▶ **Task material**
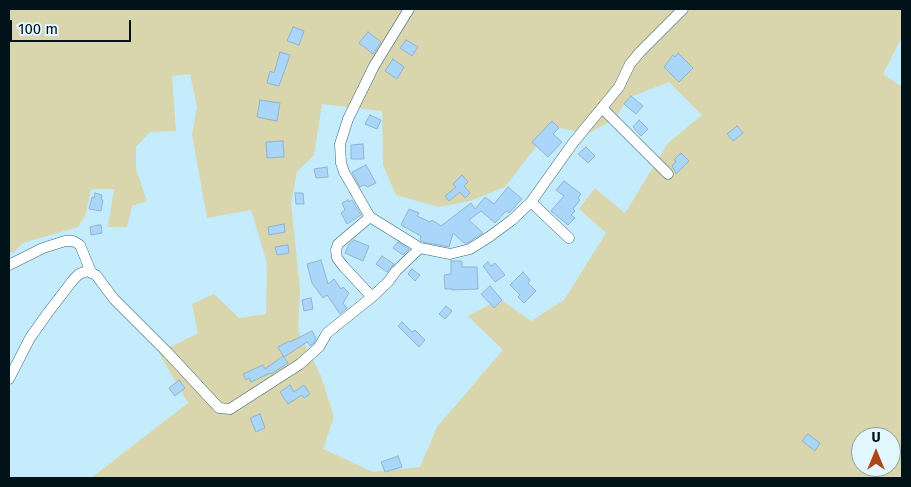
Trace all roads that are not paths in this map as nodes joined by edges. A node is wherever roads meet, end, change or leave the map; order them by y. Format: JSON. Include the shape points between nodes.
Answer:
{"nodes":[{"id":1,"x":409,"y":9,"type":"edge"},
{"id":2,"x":683,"y":9,"type":"edge"},
{"id":3,"x":602,"y":108,"type":"junction"},
{"id":4,"x":668,"y":174,"type":"dead end"},
{"id":5,"x":531,"y":202,"type":"junction"},
{"id":6,"x":370,"y":217,"type":"junction"},
{"id":7,"x":569,"y":238,"type":"dead end"},
{"id":8,"x":420,"y":248,"type":"junction"},
{"id":9,"x":9,"y":265,"type":"edge"},
{"id":10,"x":91,"y":272,"type":"junction"},
{"id":11,"x":372,"y":297,"type":"junction"},
{"id":12,"x":9,"y":379,"type":"edge"}],
"edges":[{"from":1,"to":6,"type":"street","via":[[374,66],[348,119],[340,144],[344,172]]},
{"from":2,"to":3,"type":"street","via":[[630,64],[619,88]]},
{"from":3,"to":4,"type":"street"},
{"from":3,"to":5,"type":"street"},
{"from":5,"to":7,"type":"street"},
{"from":5,"to":8,"type":"street","via":[[512,220],[470,249],[450,254]]},
{"from":6,"to":8,"type":"street"},
{"from":6,"to":11,"type":"street","via":[[338,244],[336,250],[344,267]]},
{"from":8,"to":11,"type":"street"},
{"from":9,"to":10,"type":"street","via":[[43,248],[73,240],[80,245]]},
{"from":10,"to":11,"type":"street","via":[[203,393],[224,410],[236,407],[300,364],[319,347],[327,333]]},
{"from":10,"to":12,"type":"street","via":[[79,274],[62,294],[30,338]]}]}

▶ **Work item**
With the images removed, write out all of the material above exactly.

▶ **Reply**
Trace all roads that are not paths in this map as nodes joined by edges. A node is wherever roads meet, end, change or leave the map; order them by y. Format: JSON. Include the shape points between nodes.
Answer:
{"nodes":[{"id":1,"x":409,"y":9,"type":"edge"},
{"id":2,"x":683,"y":9,"type":"edge"},
{"id":3,"x":602,"y":108,"type":"junction"},
{"id":4,"x":668,"y":174,"type":"dead end"},
{"id":5,"x":531,"y":202,"type":"junction"},
{"id":6,"x":370,"y":217,"type":"junction"},
{"id":7,"x":569,"y":238,"type":"dead end"},
{"id":8,"x":420,"y":248,"type":"junction"},
{"id":9,"x":9,"y":265,"type":"edge"},
{"id":10,"x":91,"y":272,"type":"junction"},
{"id":11,"x":372,"y":297,"type":"junction"},
{"id":12,"x":9,"y":379,"type":"edge"}],
"edges":[{"from":1,"to":6,"type":"street","via":[[374,66],[348,119],[340,144],[344,172]]},
{"from":2,"to":3,"type":"street","via":[[630,64],[619,88]]},
{"from":3,"to":4,"type":"street"},
{"from":3,"to":5,"type":"street"},
{"from":5,"to":7,"type":"street"},
{"from":5,"to":8,"type":"street","via":[[512,220],[470,249],[450,254]]},
{"from":6,"to":8,"type":"street"},
{"from":6,"to":11,"type":"street","via":[[338,244],[336,250],[344,267]]},
{"from":8,"to":11,"type":"street"},
{"from":9,"to":10,"type":"street","via":[[43,248],[73,240],[80,245]]},
{"from":10,"to":11,"type":"street","via":[[203,393],[224,410],[236,407],[300,364],[319,347],[327,333]]},
{"from":10,"to":12,"type":"street","via":[[79,274],[62,294],[30,338]]}]}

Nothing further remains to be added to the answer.